Land in Punchbowl was subdivided in October 1914, with a street named Belgium Street. The street was probably named to exploit the patriotic fervour of the early months of World War I. In the first days of the war, Germany had invaded tiny Belgium, evoking great sympathy for that country and the Belgian people made refugees of war.

With the Gallipoli campaign in full swing in October 1915, Kitchener and Hamilton Streets in Earlwood were no doubt named after Field Marshal Lord Kitchener, the British Secretary of State for War who ordered the attack on the Gallipoli Peninsula, and General Sir Ian Hamilton, who commanded the expeditionary force in the Gallipoli assault.

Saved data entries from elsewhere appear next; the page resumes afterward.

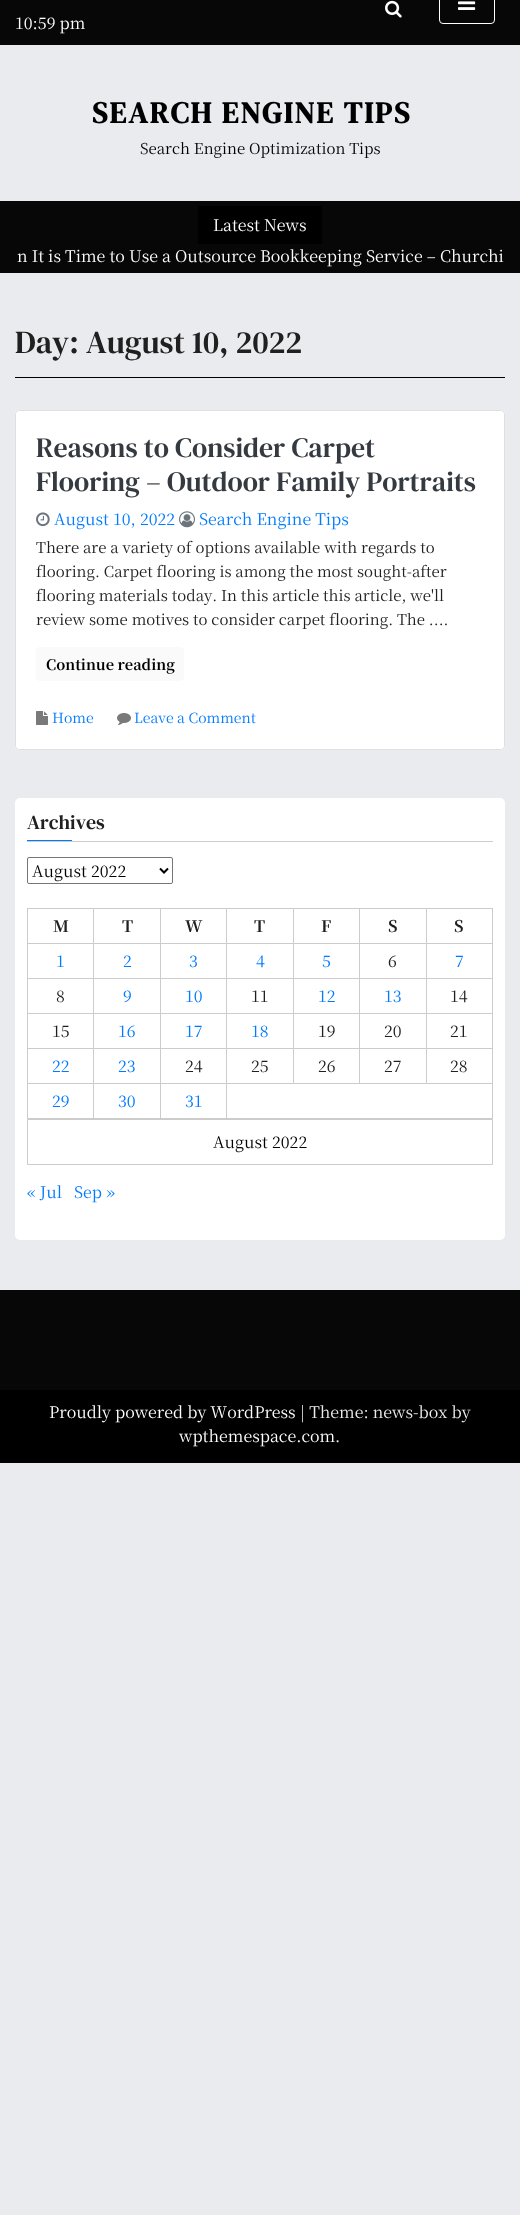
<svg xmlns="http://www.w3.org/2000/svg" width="520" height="2215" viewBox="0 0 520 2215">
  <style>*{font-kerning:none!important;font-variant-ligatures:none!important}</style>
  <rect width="100%" height="100%" fill="#e9ebee"/>
  <path d="M0 0h520v45H0z" fill="#070707"/>
  <image x="385" y="0" width="17" height="18" href="img/1.png"/>
  <rect x="439.5" y="-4.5" width="55" height="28" rx="3.5" fill="none" stroke="#fff"/>
  <image x="458" y="1" width="18" height="9" href="img/2.png"/>
  <path d="M0 201h520v72H0z" fill="#070707"/>
  <path d="M198 206h124v38H198z" fill="#000"/>
  <path d="M15 377h490v1H15z" fill="#000"/>
  <rect x="15" y="410" width="490" height="340" rx="4" fill="#fff"/>
  <rect x="15.5" y="410.5" width="489" height="339" rx="3.5" fill="none" stroke="#0000001f"/>
  <image x="36" y="512" width="14" height="15" href="img/3.png"/>
  <image x="179" y="511" width="16" height="17" href="img/4.png"/>
  <rect x="36" y="647" width="148" height="34" rx="4" fill="#fafafa"/>
  <image x="36" y="711" width="12" height="14" href="img/5.png"/>
  <image x="117" y="713" width="14" height="12" href="img/6.png"/>
  <rect x="15" y="798" width="490" height="442" rx="5" fill="#fff"/>
  <path d="M27 841h466v1H27z" fill="#ccc"/>
  <path d="M27 840h45v1H27z" fill="#007bff"/>
  <rect x="27.5" y="857.5" width="145" height="26" rx="1.5" fill="none" stroke="#767676"/>
  <path d="M160 868.5L164 872.5L168 868.5" fill="none" stroke="#000" stroke-width="2"/>
  <path d="M27 908h1v211H27z" fill="#ccc"/>
  <path d="M27 908h466v1H27z" fill="#ccc"/>
  <path d="M27 943h466v1H27z" fill="#ccc"/>
  <path d="M27 978h466v1H27z" fill="#ccc"/>
  <path d="M27 1013h466v1H27z" fill="#ccc"/>
  <path d="M27 1048h466v1H27z" fill="#ccc"/>
  <path d="M27 1083h466v1H27z" fill="#ccc"/>
  <path d="M293 908h1v176H293z" fill="#ccc"/>
  <path d="M359 908h1v176H359z" fill="#ccc"/>
  <path d="M426 908h1v176H426z" fill="#ccc"/>
  <path d="M27 1118h466v1H27z" fill="#ccc"/>
  <path d="M93 908h1v211H93z" fill="#ccc"/>
  <path d="M160 908h1v211H160z" fill="#ccc"/>
  <path d="M226 908h1v211H226z" fill="#ccc"/>
  <path d="M492 908h1v211H492z" fill="#ccc"/>
  <path d="M27.5 1119.5h465v45H27.5z" fill="none" stroke="#ccc"/>
  <path d="M0 1290h520v100H0z" fill="#070707"/>
  <path d="M0 1390h520v73H0z" fill="#000"/>
  <text x="15" y="29" font-family="Noto Serif TC" font-size="16" fill="#fff">10:59 pm</text>
  <text x="92" y="123" font-family="DM Serif Text" font-size="30" font-weight="bold" letter-spacing="2" fill="#000">SEARCH ENGINE TIPS</text>
  <text x="140" y="154" font-family="Noto Serif TC" font-size="15" fill="#000">Search Engine Optimization Tips</text>
  <g font-family="Noto Serif TC" font-size="16" fill="#fff">
    <text x="213" y="231">Latest News</text>
    <text x="17" y="262">n It is Time to Use a Outsource Bookkeeping Service – Churchi</text>
  </g>
  <text x="15" y="353" font-family="DM Serif Text" font-size="32" fill="#202020">Day: August 10, 2022</text>
  <g font-family="DM Serif Text" font-size="28" fill="#343a40">
    <text x="36" y="457">Reasons to Consider Carpet</text>
    <text x="36" y="491">Flooring – Outdoor Family Portraits</text>
  </g>
  <g font-family="Noto Serif TC" font-size="16" fill="#007bff">
    <text x="54" y="525">August 10, 2022</text>
    <text x="199" y="525">Search Engine Tips</text>
  </g>
  <g font-family="Noto Serif TC" font-size="15" fill="#202020">
    <text x="36" y="553">There are a variety of options available with regards to</text>
    <text x="36" y="577">flooring. Carpet flooring is among the most sought-after</text>
    <text x="36" y="601">flooring materials today. In this article this article, we'll</text>
    <text x="36" y="625">review some motives to consider carpet flooring. The ....</text>
  </g>
  <text x="46" y="670" font-family="Noto Serif TC" font-size="14.5" font-weight="bold" fill="#000">Continue reading</text>
  <g font-family="Noto Serif TC" font-size="14" fill="#007bff">
    <text x="52" y="723">Home</text>
    <text x="134" y="723">Leave a Comment</text>
  </g>
  <text x="27" y="829" font-family="DM Serif Text" font-size="20" fill="#202020">Archives</text>
  <text x="32" y="877" font-family="Noto Serif TC" font-size="16" fill="#000">August 2022</text>
  <g font-family="Noto Serif TC" font-size="16" font-weight="bold" fill="#202020">
    <text x="53" y="932">M</text>
    <text x="122" y="932">T</text>
    <text x="185" y="932">W</text>
    <text x="254" y="932">T</text>
    <text x="321" y="932">F</text>
    <text x="388" y="932">S</text>
    <text x="454" y="932">S</text>
  </g>
  <g font-family="Noto Serif TC" font-size="16" fill="#007bff">
    <text x="56" y="967">1</text>
    <text x="123" y="967">2</text>
    <text x="189" y="967">3</text>
    <text x="256" y="967">4</text>
    <text x="322" y="967">5</text>
  </g>
  <text x="388" y="967" font-family="Noto Serif TC" font-size="16" fill="#202020">6</text>
  <text x="455" y="967" font-family="Noto Serif TC" font-size="16" fill="#007bff">7</text>
  <text x="56" y="1002" font-family="Noto Serif TC" font-size="16" fill="#202020">8</text>
  <g font-family="Noto Serif TC" font-size="16" fill="#007bff">
    <text x="123" y="1002">9</text>
    <text x="185" y="1002">10</text>
  </g>
  <text x="251" y="1002" font-family="Noto Serif TC" font-size="16" fill="#202020">11</text>
  <g font-family="Noto Serif TC" font-size="16" fill="#007bff">
    <text x="318" y="1002">12</text>
    <text x="384" y="1002">13</text>
  </g>
  <g font-family="Noto Serif TC" font-size="16" fill="#202020">
    <text x="450" y="1002">14</text>
    <text x="52" y="1037">15</text>
  </g>
  <g font-family="Noto Serif TC" font-size="16" fill="#007bff">
    <text x="118" y="1037">16</text>
    <text x="185" y="1037">17</text>
    <text x="251" y="1037">18</text>
  </g>
  <g font-family="Noto Serif TC" font-size="16" fill="#202020">
    <text x="318" y="1037">19</text>
    <text x="384" y="1037">20</text>
    <text x="450" y="1037">21</text>
  </g>
  <g font-family="Noto Serif TC" font-size="16" fill="#007bff">
    <text x="52" y="1072">22</text>
    <text x="118" y="1072">23</text>
  </g>
  <g font-family="Noto Serif TC" font-size="16" fill="#202020">
    <text x="185" y="1072">24</text>
    <text x="251" y="1072">25</text>
    <text x="318" y="1072">26</text>
    <text x="384" y="1072">27</text>
    <text x="450" y="1072">28</text>
  </g>
  <g font-family="Noto Serif TC" font-size="16" fill="#007bff">
    <text x="52" y="1107">29</text>
    <text x="118" y="1107">30</text>
    <text x="185" y="1107">31</text>
  </g>
  <text x="213" y="1148" font-family="Noto Serif TC" font-size="16" fill="#000">August 2022</text>
  <g font-family="Noto Serif TC" font-size="16" fill="#007bff">
    <text x="27" y="1198">« Jul</text>
    <text x="74" y="1198">Sep »</text>
  </g>
  <text x="49" y="1418" font-family="Noto Serif TC" font-size="16" fill="#fff">Proudly powered by WordPress</text>
  <text x="300" y="1418" font-family="Noto Serif TC" font-size="16" fill="#ededed">| Theme: news-box by</text>
  <text x="179" y="1442" font-family="Noto Serif TC" font-size="16" fill="#fff">wpthemespace.com</text>
  <text x="335" y="1442" font-family="Noto Serif TC" font-size="16" fill="#ededed">.</text>
</svg>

The patriotic name of Anzac was given to a street in a new subdivision in Canterbury in January 1916.

Farewell functions

Many of the men who enlisted were given farewell parties by family and friends. Sometimes these were intimate affairs at home, sometimes the whole neighbourhood would hire a hall and there would be speeches and presentations. Typical of the parties was one given for five Undercliffe men in February 1916 at the Avon Tea Gardens in Homer Street, near the tram terminus. Recruiting Sergeant Major Forbes, Driver Cotterell and Privates Hoskins, McKinlay and Carpenter were entertained by the residents of Undercliffe, and each was made a presentation by Mr G. Cann MLA, the local Member of Parliament, on behalf of the residents. George Cann enlisted within a few weeks of this event, and was himself entertained by the members of the Campsie Branch of the Political Labor League at the Kia-Ora Hall, Dryden Street, Campsie. He was presented with a silver wrist watch, his brother, also a politician, promised to look after his electorate, and McLeod’s Orchestra played several musical selections. The Kia-Ora Hall was a popular venue: in 1917, the fifteen year old Ossory Arthur Fitzpatrick of the 1st Pioneer Battalion had his farewell there as well. When William Herbert Hocking built bis large home, “Linga-Longa” in Bayview Avenue, Undercliffe, he also offered it for parties for local men.

Goods railway line

Early in the twentieth century, the only track for goods trains to and from Darling Harbour was on the main suburban railway lines through Redfern. By 1908, passenger and goods traffic had grown so much that restrictions prohibiting the movement of goods trains in peak hours were in place. This made it very difficult to operate efficiently.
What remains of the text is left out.